#### [Exercise directions]
Look for "Maria" in each line of the entries, and return the matching lines.

═══ Dataset extract ═══

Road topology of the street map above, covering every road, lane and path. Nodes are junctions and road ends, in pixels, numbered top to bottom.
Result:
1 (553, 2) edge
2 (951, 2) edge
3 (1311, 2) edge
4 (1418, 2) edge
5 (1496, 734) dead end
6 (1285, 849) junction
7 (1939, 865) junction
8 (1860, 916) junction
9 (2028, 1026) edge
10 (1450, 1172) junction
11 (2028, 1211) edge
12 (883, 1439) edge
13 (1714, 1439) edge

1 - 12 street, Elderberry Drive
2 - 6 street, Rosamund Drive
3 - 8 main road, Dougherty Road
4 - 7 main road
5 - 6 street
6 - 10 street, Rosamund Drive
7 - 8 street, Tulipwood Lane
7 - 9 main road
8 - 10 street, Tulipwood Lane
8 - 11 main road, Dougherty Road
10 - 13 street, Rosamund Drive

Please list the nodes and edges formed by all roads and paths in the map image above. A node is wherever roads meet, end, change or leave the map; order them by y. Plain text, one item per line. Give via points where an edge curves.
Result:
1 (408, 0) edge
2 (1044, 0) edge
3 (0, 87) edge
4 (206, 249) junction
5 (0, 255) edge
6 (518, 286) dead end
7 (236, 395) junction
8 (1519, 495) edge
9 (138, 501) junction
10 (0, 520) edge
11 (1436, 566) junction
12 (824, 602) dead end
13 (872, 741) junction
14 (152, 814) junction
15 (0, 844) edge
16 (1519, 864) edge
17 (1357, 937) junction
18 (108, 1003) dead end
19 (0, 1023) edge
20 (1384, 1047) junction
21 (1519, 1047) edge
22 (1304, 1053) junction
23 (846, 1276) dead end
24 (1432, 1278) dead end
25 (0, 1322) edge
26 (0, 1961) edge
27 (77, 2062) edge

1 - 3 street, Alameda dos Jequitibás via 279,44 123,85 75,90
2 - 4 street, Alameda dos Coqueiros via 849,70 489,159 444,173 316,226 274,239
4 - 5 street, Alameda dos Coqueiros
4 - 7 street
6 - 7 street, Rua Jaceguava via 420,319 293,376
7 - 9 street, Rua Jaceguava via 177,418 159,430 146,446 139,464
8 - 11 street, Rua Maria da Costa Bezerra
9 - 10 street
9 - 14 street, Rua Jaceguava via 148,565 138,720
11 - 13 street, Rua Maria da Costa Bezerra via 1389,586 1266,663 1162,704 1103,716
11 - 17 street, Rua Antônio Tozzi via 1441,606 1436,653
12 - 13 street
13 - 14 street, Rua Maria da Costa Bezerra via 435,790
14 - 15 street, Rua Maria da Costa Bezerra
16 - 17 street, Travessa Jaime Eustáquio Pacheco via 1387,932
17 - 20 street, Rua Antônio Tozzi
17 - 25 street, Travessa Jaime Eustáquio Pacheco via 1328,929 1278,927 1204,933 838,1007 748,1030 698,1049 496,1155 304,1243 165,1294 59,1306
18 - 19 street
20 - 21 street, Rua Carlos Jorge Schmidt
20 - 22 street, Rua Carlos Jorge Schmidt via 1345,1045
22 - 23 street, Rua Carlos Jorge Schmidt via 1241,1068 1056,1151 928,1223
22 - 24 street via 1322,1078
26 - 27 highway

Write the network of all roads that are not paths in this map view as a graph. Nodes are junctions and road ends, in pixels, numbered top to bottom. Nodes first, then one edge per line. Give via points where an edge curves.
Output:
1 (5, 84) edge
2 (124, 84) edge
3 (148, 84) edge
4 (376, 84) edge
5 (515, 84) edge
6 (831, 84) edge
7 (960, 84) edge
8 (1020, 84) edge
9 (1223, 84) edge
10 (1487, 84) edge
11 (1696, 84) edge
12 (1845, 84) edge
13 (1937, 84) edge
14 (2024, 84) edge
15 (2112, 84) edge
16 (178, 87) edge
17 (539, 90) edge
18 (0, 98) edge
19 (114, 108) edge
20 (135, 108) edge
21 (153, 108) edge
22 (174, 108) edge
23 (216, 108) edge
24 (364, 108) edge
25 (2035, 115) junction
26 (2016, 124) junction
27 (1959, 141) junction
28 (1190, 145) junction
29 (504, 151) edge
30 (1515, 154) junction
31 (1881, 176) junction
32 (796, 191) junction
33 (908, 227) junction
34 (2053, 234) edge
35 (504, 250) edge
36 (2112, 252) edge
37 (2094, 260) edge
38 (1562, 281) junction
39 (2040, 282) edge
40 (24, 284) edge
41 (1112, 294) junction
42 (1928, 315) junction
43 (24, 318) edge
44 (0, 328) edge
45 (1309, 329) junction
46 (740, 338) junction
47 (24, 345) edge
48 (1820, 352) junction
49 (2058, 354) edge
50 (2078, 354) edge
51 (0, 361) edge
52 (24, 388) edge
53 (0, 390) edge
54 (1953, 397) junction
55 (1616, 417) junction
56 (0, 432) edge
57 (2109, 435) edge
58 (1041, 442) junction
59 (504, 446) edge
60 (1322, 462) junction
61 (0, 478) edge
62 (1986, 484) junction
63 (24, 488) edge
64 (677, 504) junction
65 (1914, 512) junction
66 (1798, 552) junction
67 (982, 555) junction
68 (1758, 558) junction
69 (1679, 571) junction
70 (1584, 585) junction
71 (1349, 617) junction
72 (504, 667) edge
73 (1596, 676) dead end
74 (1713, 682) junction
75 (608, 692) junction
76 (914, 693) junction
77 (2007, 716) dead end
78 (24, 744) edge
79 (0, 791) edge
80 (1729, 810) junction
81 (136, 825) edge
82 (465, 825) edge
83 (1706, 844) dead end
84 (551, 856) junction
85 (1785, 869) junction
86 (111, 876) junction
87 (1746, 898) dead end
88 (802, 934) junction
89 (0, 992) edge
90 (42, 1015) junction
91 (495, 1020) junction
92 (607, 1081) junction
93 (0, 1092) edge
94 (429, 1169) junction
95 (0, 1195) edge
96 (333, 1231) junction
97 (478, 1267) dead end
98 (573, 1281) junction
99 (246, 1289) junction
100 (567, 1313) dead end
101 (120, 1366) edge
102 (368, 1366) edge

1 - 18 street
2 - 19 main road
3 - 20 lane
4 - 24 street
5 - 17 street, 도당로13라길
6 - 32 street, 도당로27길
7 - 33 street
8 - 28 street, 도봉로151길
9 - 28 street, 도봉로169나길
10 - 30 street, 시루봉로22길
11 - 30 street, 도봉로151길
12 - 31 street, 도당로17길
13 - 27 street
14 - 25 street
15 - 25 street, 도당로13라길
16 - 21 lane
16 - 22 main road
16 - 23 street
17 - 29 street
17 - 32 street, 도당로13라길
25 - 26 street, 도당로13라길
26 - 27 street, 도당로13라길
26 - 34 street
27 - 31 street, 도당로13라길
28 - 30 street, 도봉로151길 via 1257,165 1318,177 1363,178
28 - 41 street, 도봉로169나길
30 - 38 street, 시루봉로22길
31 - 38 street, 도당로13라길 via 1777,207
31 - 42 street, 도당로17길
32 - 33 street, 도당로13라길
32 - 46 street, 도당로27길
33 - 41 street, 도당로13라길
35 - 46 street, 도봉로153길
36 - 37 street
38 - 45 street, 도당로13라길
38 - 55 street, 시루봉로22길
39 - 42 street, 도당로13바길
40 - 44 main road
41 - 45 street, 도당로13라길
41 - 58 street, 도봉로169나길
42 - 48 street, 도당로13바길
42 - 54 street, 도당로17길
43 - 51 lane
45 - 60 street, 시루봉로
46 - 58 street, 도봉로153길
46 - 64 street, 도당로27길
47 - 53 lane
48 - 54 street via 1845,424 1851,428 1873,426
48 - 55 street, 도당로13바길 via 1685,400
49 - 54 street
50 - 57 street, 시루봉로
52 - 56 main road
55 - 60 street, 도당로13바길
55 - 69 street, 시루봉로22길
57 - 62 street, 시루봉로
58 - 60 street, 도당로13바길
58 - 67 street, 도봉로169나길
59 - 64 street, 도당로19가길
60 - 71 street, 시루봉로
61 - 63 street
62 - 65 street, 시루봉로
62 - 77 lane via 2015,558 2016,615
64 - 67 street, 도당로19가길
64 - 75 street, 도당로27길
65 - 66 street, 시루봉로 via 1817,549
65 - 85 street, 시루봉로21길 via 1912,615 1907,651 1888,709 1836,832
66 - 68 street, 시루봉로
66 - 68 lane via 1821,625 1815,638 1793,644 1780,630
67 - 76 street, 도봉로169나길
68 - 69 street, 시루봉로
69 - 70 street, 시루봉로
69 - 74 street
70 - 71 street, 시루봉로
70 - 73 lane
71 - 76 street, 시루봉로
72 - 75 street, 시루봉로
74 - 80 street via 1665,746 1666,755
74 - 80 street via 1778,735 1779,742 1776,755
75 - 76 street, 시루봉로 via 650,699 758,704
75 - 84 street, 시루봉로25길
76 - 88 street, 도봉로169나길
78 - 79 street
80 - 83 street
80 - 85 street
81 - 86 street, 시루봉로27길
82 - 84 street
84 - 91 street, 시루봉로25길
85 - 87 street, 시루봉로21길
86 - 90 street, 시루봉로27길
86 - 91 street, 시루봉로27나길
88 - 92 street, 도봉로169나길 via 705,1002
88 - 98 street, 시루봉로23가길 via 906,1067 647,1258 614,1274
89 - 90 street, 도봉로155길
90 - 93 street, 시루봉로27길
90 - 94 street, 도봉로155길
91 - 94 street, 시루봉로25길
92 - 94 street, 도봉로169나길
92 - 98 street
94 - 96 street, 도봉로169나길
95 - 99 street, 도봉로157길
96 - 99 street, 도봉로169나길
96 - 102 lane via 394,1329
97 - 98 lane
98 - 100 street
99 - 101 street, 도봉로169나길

═══

#### [Result for this exercise]
8 - 11 street, Rua Maria da Costa Bezerra
11 - 13 street, Rua Maria da Costa Bezerra via 1389,586 1266,663 1162,704 1103,716
13 - 14 street, Rua Maria da Costa Bezerra via 435,790
14 - 15 street, Rua Maria da Costa Bezerra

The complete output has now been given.